2005 Salt Lake City Annual Meeting (October 16–19, 2005)

Paper No. 3
Presentation Time: 8:30 AM

IDENTIFYING RELATIONSHIPS AMONG MAGMA BATCHES BY POLYTOPIC VECTOR ANALYSIS: A STUDY OF THE TOPOPAH SPRING AND PAH CANYON ASH-FLOW SHEETS OF THE SOUTHWEST NEVADA VOLCANIC FIELD


TEFEND, Karen S., Geological Sciences, Michigan State University, 206 Natural Sciences Bldg, East Lansing, MI 48824-1115, VOGEL, Thomas A., Geological Sciences, Michigan State Univ, 206 Natural Sci. Bld, East Lansing, MI 48824-1115, FLOOD, Tim P., Department of Geology, St. Norbert College, 100 Grant Street, De Pere, WI 54115 and EHRLICH, Robert, Residuum Energy, 1048 S. Oak Hills Way, Salt Lake City, UT 84108, tefendka@msu.edu

The chemically and mineralogically zoned Topopah Spring (TS) ash-flow sheet (12.8 Ma, 1200 km3) in the southwest Nevada volcanic field (SWNVF) was originally inferred to represent the eruptive products of a zoned magma body1. Recent studies have shown that the lower silica (LS) and the high-silica rhyolite (HSR) pumice fragments from TS cannot be related by AFC processes occurring within a single magma chamber2. The two compositions of TS represent separate magmas emplaced into high-level magma chambers. Following the emplacement of TS was the eruptive event that produced the Pah Canyon (PC) ash-flow sheet. This smaller volume (35 km3) ash-flow sheet contains pumice fragments that were previously thought to be consistent with a hybrid magma formed by mixing of residual TS LS and HSR magmas based on trace-element ratio plots and multiple linear regression analyses3,4.

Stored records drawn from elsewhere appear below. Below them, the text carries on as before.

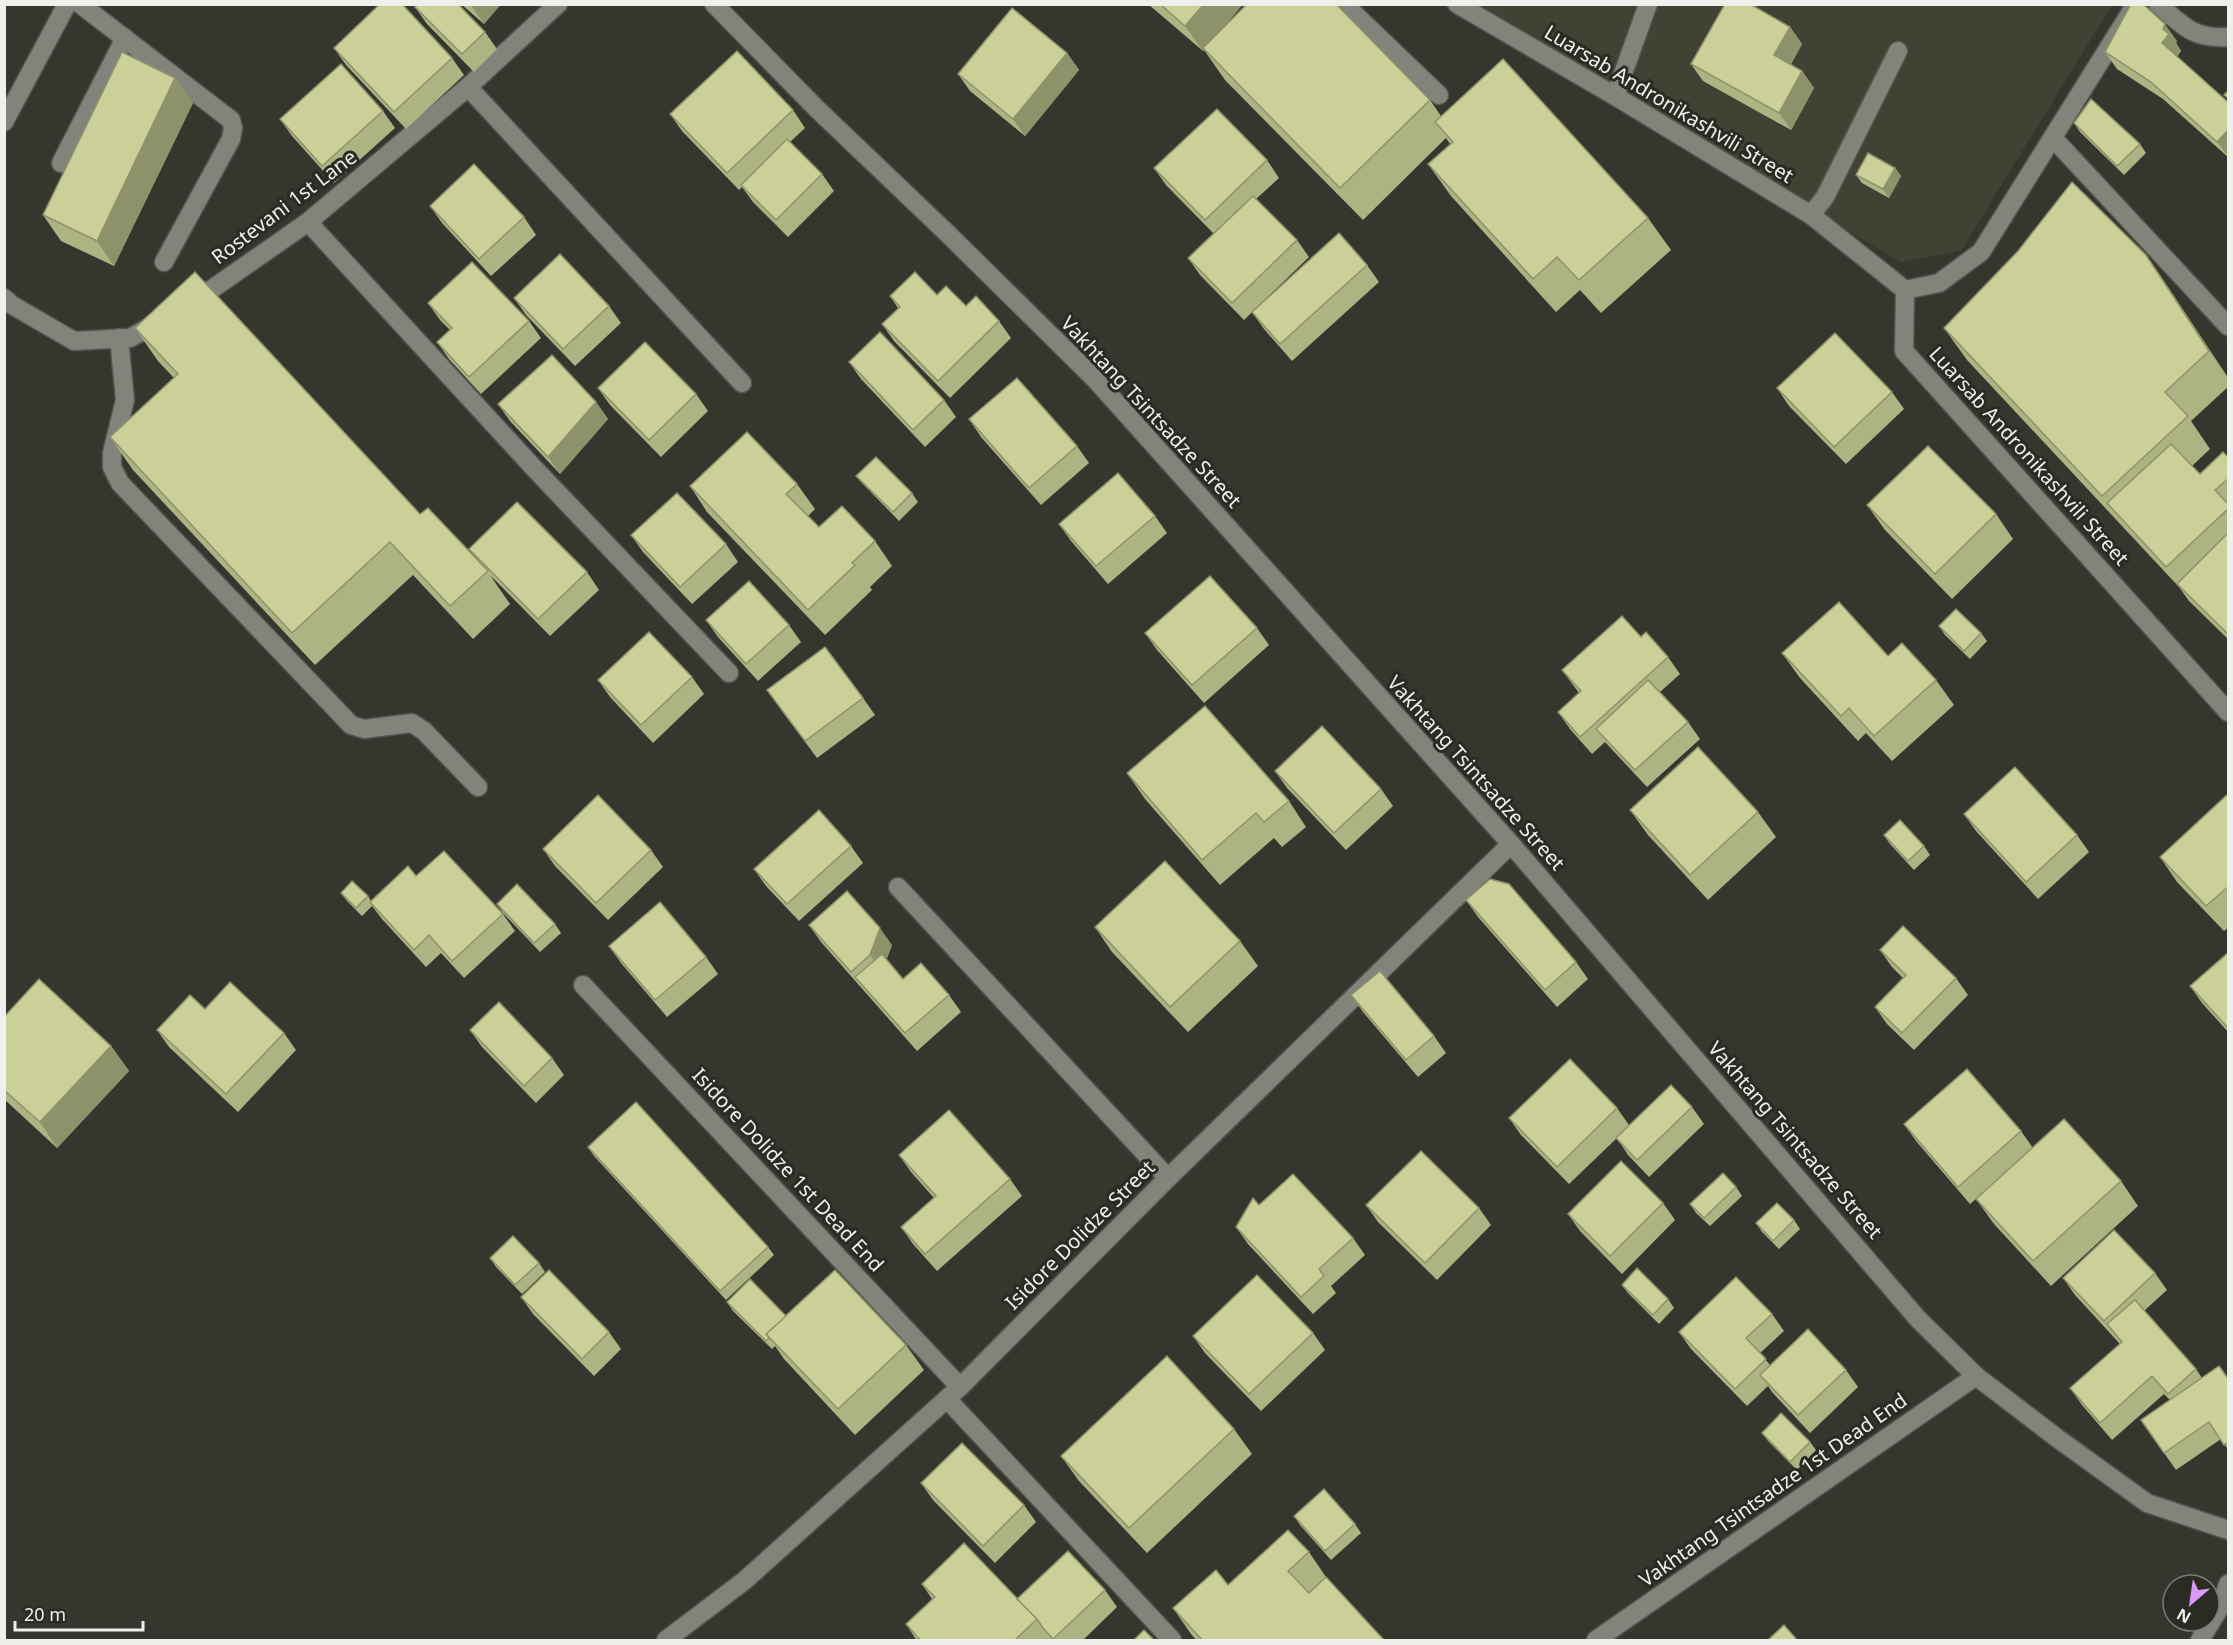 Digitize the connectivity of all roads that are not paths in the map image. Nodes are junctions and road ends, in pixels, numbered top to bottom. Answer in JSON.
{"nodes":[{"id":1,"x":67,"y":4,"type":"edge"},
{"id":2,"x":80,"y":4,"type":"edge"},
{"id":3,"x":558,"y":4,"type":"edge"},
{"id":4,"x":714,"y":4,"type":"edge"},
{"id":5,"x":1344,"y":4,"type":"edge"},
{"id":6,"x":1457,"y":4,"type":"edge"},
{"id":7,"x":1648,"y":4,"type":"edge"},
{"id":8,"x":2136,"y":4,"type":"edge"},
{"id":9,"x":2158,"y":4,"type":"edge"},
{"id":10,"x":2229,"y":37,"type":"edge"},
{"id":11,"x":125,"y":38,"type":"junction"},
{"id":12,"x":1898,"y":51,"type":"dead end"},
{"id":13,"x":468,"y":87,"type":"junction"},
{"id":14,"x":1439,"y":95,"type":"dead end"},
{"id":15,"x":1615,"y":96,"type":"junction"},
{"id":16,"x":4,"y":122,"type":"edge"},
{"id":17,"x":2053,"y":138,"type":"junction"},
{"id":18,"x":61,"y":163,"type":"dead end"},
{"id":19,"x":1811,"y":215,"type":"junction"},
{"id":20,"x":308,"y":222,"type":"junction"},
{"id":21,"x":164,"y":262,"type":"dead end"},
{"id":22,"x":1905,"y":290,"type":"junction"},
{"id":23,"x":4,"y":298,"type":"edge"},
{"id":24,"x":2229,"y":326,"type":"edge"},
{"id":25,"x":119,"y":338,"type":"junction"},
{"id":26,"x":742,"y":383,"type":"dead end"},
{"id":27,"x":729,"y":673,"type":"dead end"},
{"id":28,"x":2229,"y":712,"type":"edge"},
{"id":29,"x":478,"y":787,"type":"dead end"},
{"id":30,"x":1511,"y":844,"type":"junction"},
{"id":31,"x":898,"y":887,"type":"dead end"},
{"id":32,"x":583,"y":985,"type":"dead end"},
{"id":33,"x":1168,"y":1178,"type":"junction"},
{"id":34,"x":1976,"y":1376,"type":"junction"},
{"id":35,"x":953,"y":1393,"type":"junction"},
{"id":36,"x":2229,"y":1530,"type":"edge"},
{"id":37,"x":2229,"y":1584,"type":"edge"},
{"id":38,"x":2225,"y":1608,"type":"edge"},
{"id":39,"x":1172,"y":1640,"type":"edge"},
{"id":40,"x":666,"y":1641,"type":"edge"},
{"id":41,"x":1596,"y":1641,"type":"edge"},
{"id":42,"x":2200,"y":1641,"type":"edge"}],
"edges":[{"from":1,"to":16,"type":"street"},
{"from":2,"to":11,"type":"street"},
{"from":3,"to":13,"type":"street","name":"Rostevani 1st Lane"},
{"from":4,"to":30,"type":"street","name":"Vakhtang Tsintsadze Street"},
{"from":5,"to":14,"type":"street"},
{"from":6,"to":15,"type":"street","name":"Luarsab Andronikashvili Street"},
{"from":7,"to":15,"type":"street"},
{"from":8,"to":17,"type":"street"},
{"from":9,"to":10,"type":"street"},
{"from":11,"to":18,"type":"street"},
{"from":11,"to":21,"type":"street"},
{"from":12,"to":19,"type":"street"},
{"from":13,"to":20,"type":"street","name":"Rostevani 1st Lane"},
{"from":13,"to":26,"type":"street"},
{"from":15,"to":19,"type":"street","name":"Luarsab Andronikashvili Street"},
{"from":17,"to":22,"type":"street"},
{"from":17,"to":24,"type":"street"},
{"from":19,"to":22,"type":"street","name":"Luarsab Andronikashvili Street"},
{"from":20,"to":25,"type":"street","name":"Rostevani 1st Lane"},
{"from":20,"to":27,"type":"street"},
{"from":22,"to":28,"type":"street","name":"Luarsab Andronikashvili Street"},
{"from":23,"to":25,"type":"street","name":"Rostevani 1st Lane"},
{"from":25,"to":29,"type":"street"},
{"from":30,"to":33,"type":"street","name":"Isidore Dolidze Street"},
{"from":30,"to":34,"type":"street","name":"Vakhtang Tsintsadze Street"},
{"from":31,"to":33,"type":"street"},
{"from":32,"to":35,"type":"street","name":"Isidore Dolidze 1st Dead End"},
{"from":33,"to":35,"type":"street","name":"Isidore Dolidze Street"},
{"from":34,"to":36,"type":"street","name":"Vakhtang Tsintsadze Street"},
{"from":34,"to":41,"type":"street","name":"Vakhtang Tsintsadze 1st Dead End"},
{"from":35,"to":39,"type":"street","name":"Isidore Dolidze 1st Dead End"},
{"from":35,"to":40,"type":"street","name":"Isidore Dolidze Street"},
{"from":37,"to":38,"type":"street"},
{"from":38,"to":42,"type":"street"}]}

Polytopic Vector Analysis (PVA) is a multivariate statistical method of analyzing a dataset using multiple variables. The current version of this program describes each sample in a dataset in terms of some proportion of each end member generated by the program5-7. As a result, each sample in the dataset is described as the sum of some fraction of each end member; therefore each pumice fragment is uniquely described by some amount of each of the end members, so that graphical analysis of the dataset allows the immediate recognition of separate magma batches, as pumice fragment samples cluster in discrete groups and show different variations in end member proportions. Recognition of hybrid magmas is also immediately apparent, as pumice fragments representing mixed magmas must plot between the parent magmas (pumice fragment groups). PVA of pumice fragments from TS confirms the existence of independently generated magmas involved in the formation of the ash-flow sheet; however, PVA of PC reveals that it is not a hybrid magma derived from TS LS and HSR magmas. PVA is a powerful tool for petrologists, as this program analyses multiple variables simultaneously; interpretations on magma relationships based on this approach are not constrained to methods based on 3 or 4 variables chosen to represent magma compositions.

References Cited: 1. Lipman et al., 1966. 2. Bindeman and Valley, 2003. 3. Flood et al., 1989a. 4. Flood et al., 1989b. 5. Full et al., 1981. 6. Full et al., 1982. 7. Ehrlich, et al., 1987.